I think everyone has their habits and ideal setup. Urho’s editor looks really easy to use but I just feel more comfortable scripting everything, even if it doesn’t really make sense to. I just use a text editor (geany) and set a keyboard macro to run the current project as is (no compiling). The nice thing about a more minimal engine is using only what you need. And in most of our cases (I suppose), we aren’t interested in AAA effects/features anyway. Also, it’s interesting that AAA is considered always better by the masses whereas I see it as restaurant quality meals vs. homemade food (indie). You might have more things going on but you can’t replace charm.

@Eugene ahh okay! I appreciate the specifics. That’s really interesting. Well, what we get with Urho is plenty and “good enough” for me. I get why a serious studio would want a more established engine, especially for distribution. I wonder if I’ll ever reach a point where I need any of the extra stuff.

From my experience when I started, which was a few years ago.
I have tested Unity, Irrlicht, Ogre3d etc.
Urho3d was the fastest when handling large number of objects.

Not sure how optimized other engines are today.

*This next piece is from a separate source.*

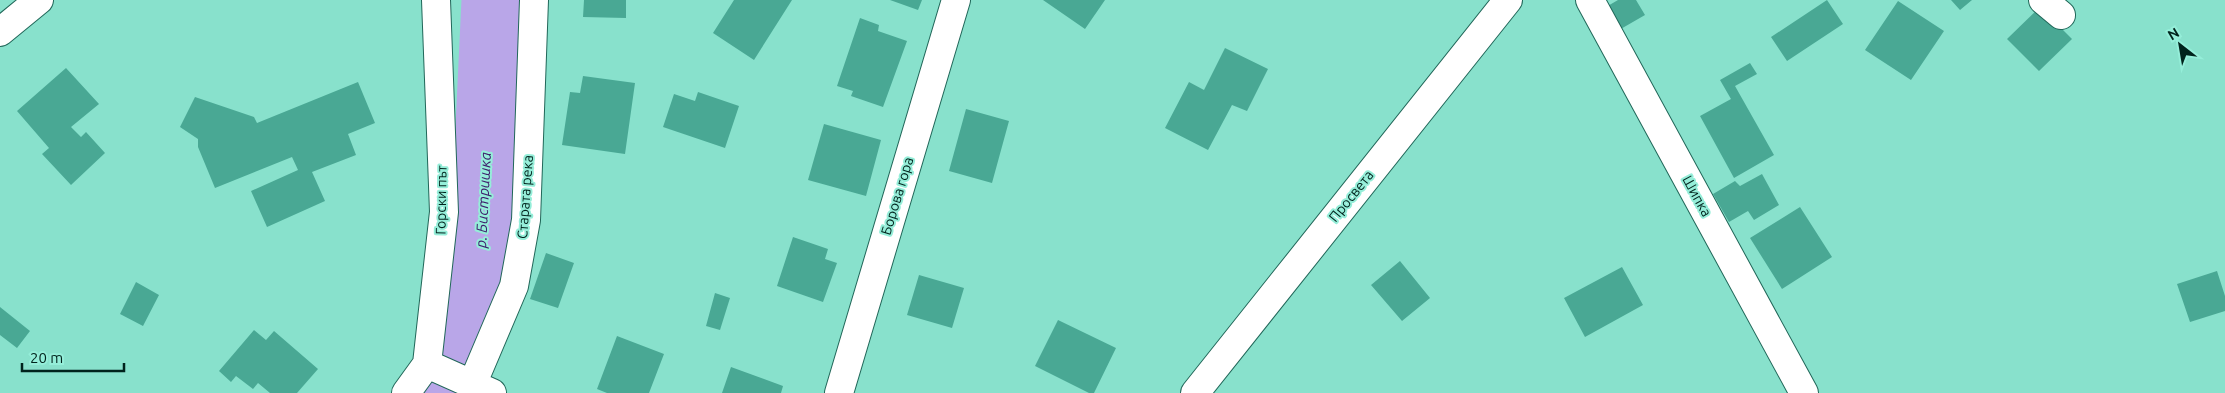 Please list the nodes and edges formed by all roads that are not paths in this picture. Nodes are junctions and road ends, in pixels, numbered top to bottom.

@cadaver did. :slightly_smiling_face:


As Eugene said, Urho3D would be fastest (especially on older hardware) because it is more lightweight and has simpler shaders and architecture (which is also incredibly useful for people trying to understand how an engine works).

However, once Unity finishes implementing their new Jobs based ECS (Entity Component System), it could end up being the fastest engine on Earth. They did a demo 2-3 years ago where they showed 100000 entities on screen at the same time running at 60 fps (probably on high-end HW, but still impressive).

Also, the new version of Ogre3D (2.1 or so) is also based on a similar design, therefore it might now be much faster than Urho3D (though I haven’t tested it to know for sure). The major problem with Ogre3D is that it’s not an engine, it’s just a rendering library, whereas Urho3D has all the features you need to complete a game (if you don’t need very sophisticated graphics that is).

Well I guess that makes Urho a good choice for me for the foreseeable future. At this level the lightweight shaders work great for me. If I ever start up a studio with employees, I suppose a AAA approach would make more sense, especially to get a more polished look with fancy effects. Last I remember, Unity was thinking of or has implemented Vulkan, which I know to be faster than opengl.
Again, I don’t know much about lower level stuff but from what I understand Urho exclusively uses opengl, and has yet to take advantage of Vulkan? Might be interesting for the future. At the moment my graphics doesn’t support it anyway. I did play around with it on a different machine and it was pretty cool to see in action.